§ EXERCISE: Identify each line below that contains the word "utca", and copy it out.

TASK INPUT: Begin

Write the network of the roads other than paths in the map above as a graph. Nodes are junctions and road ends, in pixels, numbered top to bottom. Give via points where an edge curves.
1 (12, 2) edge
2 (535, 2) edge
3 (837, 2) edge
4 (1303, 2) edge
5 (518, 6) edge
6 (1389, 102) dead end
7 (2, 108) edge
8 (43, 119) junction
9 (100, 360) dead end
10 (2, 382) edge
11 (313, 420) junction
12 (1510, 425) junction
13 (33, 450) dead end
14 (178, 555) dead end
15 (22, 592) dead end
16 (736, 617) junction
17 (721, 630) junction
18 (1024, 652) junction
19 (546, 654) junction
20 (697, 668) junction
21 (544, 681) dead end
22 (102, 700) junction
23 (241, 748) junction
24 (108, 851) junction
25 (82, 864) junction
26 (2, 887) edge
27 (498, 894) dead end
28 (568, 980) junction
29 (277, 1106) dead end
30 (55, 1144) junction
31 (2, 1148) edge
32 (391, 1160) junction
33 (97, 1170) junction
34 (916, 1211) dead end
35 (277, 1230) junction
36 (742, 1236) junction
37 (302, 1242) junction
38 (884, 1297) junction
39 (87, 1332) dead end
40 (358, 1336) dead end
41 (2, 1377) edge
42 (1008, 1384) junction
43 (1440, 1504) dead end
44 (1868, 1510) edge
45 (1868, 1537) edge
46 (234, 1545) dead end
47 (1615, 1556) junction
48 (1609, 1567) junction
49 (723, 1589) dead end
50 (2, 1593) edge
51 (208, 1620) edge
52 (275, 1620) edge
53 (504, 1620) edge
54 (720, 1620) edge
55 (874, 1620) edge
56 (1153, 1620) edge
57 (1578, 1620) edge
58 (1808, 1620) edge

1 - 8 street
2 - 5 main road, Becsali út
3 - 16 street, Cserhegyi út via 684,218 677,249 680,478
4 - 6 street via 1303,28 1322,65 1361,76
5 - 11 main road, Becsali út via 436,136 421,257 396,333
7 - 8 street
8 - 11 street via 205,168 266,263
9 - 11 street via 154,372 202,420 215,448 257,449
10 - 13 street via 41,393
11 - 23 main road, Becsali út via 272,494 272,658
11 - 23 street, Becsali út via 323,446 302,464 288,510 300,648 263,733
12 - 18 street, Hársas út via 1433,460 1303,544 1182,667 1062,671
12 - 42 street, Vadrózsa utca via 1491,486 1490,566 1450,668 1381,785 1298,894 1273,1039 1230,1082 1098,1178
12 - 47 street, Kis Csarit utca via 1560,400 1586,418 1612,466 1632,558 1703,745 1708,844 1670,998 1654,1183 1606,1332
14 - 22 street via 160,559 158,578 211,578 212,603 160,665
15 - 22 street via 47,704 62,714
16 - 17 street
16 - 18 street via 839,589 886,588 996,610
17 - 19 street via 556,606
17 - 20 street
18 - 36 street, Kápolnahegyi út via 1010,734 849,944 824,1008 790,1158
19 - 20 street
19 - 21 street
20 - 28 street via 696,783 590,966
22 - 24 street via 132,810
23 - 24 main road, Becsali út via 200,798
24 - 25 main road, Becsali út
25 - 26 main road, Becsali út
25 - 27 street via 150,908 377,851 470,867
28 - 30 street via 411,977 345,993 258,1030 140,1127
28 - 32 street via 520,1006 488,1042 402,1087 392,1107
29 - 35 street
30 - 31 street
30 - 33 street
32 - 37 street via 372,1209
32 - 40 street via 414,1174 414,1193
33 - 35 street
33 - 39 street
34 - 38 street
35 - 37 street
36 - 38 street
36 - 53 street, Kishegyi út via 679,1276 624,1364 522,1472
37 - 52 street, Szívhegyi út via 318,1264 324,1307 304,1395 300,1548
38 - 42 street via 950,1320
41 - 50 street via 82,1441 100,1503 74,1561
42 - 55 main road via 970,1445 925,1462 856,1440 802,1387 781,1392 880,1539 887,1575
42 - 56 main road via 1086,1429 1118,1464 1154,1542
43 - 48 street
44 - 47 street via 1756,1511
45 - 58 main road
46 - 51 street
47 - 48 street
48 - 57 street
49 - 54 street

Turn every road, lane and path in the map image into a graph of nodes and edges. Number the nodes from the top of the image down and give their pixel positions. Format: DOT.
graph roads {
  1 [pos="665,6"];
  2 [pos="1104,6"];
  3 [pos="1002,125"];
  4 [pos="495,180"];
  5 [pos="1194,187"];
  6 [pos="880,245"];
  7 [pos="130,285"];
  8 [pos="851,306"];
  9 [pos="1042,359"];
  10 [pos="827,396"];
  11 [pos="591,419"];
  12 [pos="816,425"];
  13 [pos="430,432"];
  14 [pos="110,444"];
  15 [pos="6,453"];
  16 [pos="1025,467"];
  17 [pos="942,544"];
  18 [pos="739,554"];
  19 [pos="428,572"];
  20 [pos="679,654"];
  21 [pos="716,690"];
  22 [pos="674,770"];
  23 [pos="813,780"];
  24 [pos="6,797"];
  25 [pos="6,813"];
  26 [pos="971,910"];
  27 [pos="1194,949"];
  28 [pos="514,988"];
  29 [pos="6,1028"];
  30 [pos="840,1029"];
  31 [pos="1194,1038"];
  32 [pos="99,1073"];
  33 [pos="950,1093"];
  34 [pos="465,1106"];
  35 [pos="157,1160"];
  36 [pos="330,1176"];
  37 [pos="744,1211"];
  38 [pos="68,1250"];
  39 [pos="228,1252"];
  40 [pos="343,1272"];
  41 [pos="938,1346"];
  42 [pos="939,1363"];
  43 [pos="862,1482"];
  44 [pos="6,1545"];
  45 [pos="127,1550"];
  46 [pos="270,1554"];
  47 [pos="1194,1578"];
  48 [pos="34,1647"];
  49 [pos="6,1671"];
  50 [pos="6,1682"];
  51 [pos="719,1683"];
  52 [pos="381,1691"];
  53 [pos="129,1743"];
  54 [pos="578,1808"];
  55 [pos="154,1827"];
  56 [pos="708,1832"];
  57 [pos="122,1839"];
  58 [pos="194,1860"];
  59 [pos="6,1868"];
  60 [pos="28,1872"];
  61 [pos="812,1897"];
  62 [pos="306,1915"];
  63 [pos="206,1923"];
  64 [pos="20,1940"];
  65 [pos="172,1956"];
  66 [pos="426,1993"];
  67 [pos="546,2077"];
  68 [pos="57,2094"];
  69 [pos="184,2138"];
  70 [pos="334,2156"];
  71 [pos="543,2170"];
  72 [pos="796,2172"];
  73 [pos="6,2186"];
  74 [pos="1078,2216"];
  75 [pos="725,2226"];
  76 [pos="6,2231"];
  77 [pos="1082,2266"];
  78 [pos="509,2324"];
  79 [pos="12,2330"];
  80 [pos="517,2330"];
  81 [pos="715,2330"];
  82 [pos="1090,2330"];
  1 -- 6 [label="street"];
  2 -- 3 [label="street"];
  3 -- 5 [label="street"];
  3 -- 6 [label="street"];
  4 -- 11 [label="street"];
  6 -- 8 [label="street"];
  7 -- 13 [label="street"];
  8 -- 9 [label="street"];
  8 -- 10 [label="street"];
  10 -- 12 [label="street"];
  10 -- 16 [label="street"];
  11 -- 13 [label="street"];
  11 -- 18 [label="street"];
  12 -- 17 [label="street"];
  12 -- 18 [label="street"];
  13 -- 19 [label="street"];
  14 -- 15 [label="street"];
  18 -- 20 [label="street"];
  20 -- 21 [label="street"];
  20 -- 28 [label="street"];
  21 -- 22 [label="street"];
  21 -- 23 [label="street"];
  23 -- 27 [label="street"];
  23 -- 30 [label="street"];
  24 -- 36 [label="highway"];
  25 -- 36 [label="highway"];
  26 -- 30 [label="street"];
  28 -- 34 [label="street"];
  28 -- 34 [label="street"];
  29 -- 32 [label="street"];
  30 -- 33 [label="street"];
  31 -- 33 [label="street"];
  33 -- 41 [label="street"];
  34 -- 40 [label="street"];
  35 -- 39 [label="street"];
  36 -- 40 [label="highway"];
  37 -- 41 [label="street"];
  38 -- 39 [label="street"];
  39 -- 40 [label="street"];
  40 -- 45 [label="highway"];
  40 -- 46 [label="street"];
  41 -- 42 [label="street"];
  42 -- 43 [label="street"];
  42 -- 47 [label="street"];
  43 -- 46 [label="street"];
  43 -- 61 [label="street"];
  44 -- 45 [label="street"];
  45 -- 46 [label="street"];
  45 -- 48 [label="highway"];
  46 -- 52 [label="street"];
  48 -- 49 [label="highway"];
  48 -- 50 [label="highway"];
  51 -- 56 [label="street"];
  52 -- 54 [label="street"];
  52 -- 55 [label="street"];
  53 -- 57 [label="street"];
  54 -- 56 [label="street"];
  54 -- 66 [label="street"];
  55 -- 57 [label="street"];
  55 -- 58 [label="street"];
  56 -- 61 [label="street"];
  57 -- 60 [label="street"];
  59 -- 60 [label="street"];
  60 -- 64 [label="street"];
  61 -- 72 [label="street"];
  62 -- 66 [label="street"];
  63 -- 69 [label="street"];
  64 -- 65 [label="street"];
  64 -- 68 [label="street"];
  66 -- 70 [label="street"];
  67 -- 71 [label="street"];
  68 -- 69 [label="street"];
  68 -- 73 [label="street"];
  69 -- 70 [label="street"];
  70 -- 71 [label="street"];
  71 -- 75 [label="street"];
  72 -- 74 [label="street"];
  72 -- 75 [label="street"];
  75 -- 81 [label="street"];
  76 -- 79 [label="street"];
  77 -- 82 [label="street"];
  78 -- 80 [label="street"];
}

TASK INPUT: End

§ RESPONSE BELOW:
12 - 42 street, Vadrózsa utca via 1491,486 1490,566 1450,668 1381,785 1298,894 1273,1039 1230,1082 1098,1178
12 - 47 street, Kis Csarit utca via 1560,400 1586,418 1612,466 1632,558 1703,745 1708,844 1670,998 1654,1183 1606,1332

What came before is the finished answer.